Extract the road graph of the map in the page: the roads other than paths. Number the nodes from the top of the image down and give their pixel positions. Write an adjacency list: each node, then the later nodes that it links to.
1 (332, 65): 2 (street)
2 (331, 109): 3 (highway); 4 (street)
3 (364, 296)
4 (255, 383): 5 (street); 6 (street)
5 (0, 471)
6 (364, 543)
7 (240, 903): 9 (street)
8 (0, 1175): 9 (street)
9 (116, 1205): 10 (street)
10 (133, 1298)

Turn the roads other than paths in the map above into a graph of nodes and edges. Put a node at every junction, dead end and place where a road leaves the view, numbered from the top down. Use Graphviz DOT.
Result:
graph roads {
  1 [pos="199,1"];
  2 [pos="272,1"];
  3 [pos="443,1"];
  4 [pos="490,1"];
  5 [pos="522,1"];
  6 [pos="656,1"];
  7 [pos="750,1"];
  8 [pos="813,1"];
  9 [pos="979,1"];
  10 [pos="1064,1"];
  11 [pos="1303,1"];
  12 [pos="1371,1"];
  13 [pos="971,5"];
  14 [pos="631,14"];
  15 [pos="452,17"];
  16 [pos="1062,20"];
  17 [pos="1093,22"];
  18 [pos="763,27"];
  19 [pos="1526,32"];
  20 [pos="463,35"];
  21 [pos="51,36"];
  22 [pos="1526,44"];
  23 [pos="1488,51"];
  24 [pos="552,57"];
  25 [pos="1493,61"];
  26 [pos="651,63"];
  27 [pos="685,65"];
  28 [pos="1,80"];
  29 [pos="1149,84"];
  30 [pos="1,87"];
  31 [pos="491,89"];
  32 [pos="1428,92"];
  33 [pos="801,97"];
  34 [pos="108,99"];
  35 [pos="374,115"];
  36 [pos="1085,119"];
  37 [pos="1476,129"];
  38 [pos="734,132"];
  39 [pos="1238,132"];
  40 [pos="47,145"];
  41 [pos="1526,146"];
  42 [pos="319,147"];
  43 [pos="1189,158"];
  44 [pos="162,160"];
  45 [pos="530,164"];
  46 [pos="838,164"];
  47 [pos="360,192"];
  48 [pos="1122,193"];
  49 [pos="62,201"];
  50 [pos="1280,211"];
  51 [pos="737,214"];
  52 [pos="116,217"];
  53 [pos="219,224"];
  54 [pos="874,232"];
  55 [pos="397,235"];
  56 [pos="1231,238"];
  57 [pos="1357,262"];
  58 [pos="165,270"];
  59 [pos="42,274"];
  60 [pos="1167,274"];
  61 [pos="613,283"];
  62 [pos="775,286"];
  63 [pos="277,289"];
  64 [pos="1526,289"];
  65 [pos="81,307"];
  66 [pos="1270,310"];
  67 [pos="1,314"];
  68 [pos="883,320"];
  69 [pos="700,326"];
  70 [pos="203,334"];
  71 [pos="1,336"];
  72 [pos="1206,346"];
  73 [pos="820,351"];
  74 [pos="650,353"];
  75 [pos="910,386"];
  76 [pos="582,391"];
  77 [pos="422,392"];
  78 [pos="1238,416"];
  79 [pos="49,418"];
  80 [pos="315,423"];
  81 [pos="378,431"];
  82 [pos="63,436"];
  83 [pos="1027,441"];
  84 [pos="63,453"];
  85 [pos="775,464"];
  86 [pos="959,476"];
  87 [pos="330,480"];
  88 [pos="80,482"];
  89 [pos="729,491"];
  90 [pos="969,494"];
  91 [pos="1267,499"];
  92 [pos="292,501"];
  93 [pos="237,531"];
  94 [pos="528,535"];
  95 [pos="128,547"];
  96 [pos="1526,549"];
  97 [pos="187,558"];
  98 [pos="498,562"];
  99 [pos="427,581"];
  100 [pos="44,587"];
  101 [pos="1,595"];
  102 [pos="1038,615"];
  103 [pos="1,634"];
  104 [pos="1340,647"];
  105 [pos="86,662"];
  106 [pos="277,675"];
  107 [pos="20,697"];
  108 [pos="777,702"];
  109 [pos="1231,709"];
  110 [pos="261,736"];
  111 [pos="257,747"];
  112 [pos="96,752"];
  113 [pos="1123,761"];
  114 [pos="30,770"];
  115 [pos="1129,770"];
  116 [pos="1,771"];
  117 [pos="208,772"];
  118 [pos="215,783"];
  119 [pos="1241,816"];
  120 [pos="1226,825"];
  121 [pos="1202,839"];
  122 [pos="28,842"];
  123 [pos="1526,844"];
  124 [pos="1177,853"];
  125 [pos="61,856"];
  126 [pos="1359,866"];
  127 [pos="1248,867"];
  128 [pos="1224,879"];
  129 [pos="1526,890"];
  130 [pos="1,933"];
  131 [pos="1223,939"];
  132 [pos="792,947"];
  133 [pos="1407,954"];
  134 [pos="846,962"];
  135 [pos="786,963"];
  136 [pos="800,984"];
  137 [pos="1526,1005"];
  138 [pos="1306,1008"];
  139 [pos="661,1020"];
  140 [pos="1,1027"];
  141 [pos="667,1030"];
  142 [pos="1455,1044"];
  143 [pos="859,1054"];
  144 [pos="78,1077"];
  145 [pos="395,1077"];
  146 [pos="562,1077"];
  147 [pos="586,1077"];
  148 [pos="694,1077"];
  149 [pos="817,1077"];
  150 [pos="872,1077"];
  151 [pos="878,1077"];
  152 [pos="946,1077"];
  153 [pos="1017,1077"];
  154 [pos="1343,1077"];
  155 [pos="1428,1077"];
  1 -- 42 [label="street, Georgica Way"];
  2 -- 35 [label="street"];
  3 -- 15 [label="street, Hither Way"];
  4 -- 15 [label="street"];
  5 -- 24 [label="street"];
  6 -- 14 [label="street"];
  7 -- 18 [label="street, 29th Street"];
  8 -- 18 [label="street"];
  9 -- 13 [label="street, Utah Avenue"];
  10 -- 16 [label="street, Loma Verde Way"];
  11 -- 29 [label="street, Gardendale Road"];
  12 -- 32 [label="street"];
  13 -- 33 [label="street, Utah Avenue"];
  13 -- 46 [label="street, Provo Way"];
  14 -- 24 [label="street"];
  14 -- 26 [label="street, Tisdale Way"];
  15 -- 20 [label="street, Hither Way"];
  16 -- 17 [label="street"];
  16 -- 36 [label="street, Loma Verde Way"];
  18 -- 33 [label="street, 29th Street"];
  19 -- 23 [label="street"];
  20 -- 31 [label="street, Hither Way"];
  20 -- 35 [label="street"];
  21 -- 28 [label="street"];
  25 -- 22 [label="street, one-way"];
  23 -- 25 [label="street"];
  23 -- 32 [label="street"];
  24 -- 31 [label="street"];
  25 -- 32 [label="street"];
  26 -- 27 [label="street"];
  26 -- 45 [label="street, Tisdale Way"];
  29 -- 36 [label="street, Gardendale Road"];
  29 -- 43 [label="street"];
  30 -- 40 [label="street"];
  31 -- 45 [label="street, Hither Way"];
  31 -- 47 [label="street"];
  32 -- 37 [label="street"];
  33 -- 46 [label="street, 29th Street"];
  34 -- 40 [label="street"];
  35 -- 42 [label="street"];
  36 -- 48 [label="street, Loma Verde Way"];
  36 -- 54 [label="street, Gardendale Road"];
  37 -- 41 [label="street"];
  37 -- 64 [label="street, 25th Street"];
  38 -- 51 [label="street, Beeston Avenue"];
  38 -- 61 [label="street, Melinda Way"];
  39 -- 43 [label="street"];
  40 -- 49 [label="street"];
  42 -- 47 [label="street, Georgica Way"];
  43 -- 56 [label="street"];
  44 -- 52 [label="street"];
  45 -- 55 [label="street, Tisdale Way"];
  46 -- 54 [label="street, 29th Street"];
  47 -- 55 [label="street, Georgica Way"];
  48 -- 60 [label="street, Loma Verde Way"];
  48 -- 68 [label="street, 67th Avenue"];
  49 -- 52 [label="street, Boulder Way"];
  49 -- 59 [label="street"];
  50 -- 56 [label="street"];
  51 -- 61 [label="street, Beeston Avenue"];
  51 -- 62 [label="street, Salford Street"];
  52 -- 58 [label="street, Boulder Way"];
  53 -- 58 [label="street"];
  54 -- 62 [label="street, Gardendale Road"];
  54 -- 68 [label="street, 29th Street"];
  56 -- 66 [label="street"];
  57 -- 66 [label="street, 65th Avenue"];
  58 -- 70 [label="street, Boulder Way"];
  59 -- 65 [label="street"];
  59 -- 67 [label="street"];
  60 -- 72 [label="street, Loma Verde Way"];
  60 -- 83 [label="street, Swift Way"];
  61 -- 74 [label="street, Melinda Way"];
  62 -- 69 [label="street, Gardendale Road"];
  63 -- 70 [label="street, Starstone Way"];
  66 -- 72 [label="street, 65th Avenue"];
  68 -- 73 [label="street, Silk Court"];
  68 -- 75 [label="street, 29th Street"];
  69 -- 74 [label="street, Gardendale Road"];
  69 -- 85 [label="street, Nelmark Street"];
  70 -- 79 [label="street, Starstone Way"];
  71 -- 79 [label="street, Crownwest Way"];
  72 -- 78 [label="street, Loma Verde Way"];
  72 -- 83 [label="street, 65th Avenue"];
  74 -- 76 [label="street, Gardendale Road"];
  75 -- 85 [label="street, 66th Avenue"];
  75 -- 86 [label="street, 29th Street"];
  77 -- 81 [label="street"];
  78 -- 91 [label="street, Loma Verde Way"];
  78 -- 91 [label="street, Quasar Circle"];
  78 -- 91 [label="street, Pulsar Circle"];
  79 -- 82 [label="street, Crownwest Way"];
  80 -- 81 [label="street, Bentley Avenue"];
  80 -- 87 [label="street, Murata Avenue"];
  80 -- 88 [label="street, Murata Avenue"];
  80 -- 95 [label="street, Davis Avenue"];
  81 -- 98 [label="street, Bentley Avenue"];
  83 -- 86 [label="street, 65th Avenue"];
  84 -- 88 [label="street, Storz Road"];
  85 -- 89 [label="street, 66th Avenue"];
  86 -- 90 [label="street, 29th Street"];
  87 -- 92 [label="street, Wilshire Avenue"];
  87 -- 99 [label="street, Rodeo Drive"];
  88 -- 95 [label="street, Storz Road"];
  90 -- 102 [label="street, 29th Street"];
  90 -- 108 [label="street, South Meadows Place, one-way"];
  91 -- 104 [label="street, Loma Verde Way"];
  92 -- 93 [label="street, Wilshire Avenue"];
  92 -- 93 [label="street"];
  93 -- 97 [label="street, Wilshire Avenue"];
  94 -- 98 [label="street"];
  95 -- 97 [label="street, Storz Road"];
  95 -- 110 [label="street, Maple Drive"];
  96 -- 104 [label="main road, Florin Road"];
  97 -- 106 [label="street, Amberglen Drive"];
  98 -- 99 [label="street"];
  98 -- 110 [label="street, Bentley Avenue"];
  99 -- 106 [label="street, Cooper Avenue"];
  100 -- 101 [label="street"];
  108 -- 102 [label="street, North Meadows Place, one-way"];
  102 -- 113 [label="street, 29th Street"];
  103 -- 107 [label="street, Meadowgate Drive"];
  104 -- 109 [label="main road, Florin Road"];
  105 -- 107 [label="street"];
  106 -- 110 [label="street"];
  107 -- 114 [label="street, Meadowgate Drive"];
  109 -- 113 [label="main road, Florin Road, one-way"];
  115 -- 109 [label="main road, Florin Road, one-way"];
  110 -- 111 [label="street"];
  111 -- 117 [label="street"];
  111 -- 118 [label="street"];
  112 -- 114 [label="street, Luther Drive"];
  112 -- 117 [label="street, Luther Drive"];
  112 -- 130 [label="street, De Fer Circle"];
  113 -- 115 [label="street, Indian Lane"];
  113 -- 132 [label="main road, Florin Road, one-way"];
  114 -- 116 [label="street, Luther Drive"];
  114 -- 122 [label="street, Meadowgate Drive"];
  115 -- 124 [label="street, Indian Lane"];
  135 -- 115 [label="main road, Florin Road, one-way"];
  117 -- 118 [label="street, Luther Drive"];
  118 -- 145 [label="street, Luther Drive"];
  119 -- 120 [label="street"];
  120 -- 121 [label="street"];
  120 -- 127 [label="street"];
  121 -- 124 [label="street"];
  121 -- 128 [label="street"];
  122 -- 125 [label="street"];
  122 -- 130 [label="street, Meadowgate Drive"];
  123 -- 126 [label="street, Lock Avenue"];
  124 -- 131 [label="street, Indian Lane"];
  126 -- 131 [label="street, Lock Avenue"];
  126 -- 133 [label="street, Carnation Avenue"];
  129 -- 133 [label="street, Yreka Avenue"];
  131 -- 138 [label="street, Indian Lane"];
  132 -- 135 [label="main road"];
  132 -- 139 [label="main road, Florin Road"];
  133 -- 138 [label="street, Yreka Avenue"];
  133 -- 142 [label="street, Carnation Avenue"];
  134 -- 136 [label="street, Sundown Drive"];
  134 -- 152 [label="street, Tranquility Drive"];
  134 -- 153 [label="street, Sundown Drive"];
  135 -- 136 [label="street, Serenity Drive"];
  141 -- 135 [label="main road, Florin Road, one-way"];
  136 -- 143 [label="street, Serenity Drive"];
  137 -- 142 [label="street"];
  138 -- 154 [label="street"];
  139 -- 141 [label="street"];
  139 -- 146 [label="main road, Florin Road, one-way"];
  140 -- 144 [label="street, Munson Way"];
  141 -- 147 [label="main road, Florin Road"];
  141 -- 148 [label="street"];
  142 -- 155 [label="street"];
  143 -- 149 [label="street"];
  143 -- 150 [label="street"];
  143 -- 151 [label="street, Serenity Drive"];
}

□ □ □ □

Repeat the material exactly. Begin with its first line and end with the line that has "Turn the roads".

Extract the road graph of the map in the page: the roads other than paths. Number the nodes from the top of the image down and give their pixel positions. Write an adjacency list: each node, then the later nodes that it links to.
1 (332, 65): 2 (street)
2 (331, 109): 3 (highway); 4 (street)
3 (364, 296)
4 (255, 383): 5 (street); 6 (street)
5 (0, 471)
6 (364, 543)
7 (240, 903): 9 (street)
8 (0, 1175): 9 (street)
9 (116, 1205): 10 (street)
10 (133, 1298)

Turn the roads other than paths in the map above into a graph of nodes and edges. Put a node at every junction, dead end and place where a road leaves the view, numbered from the top down. Use Graphviz DOT.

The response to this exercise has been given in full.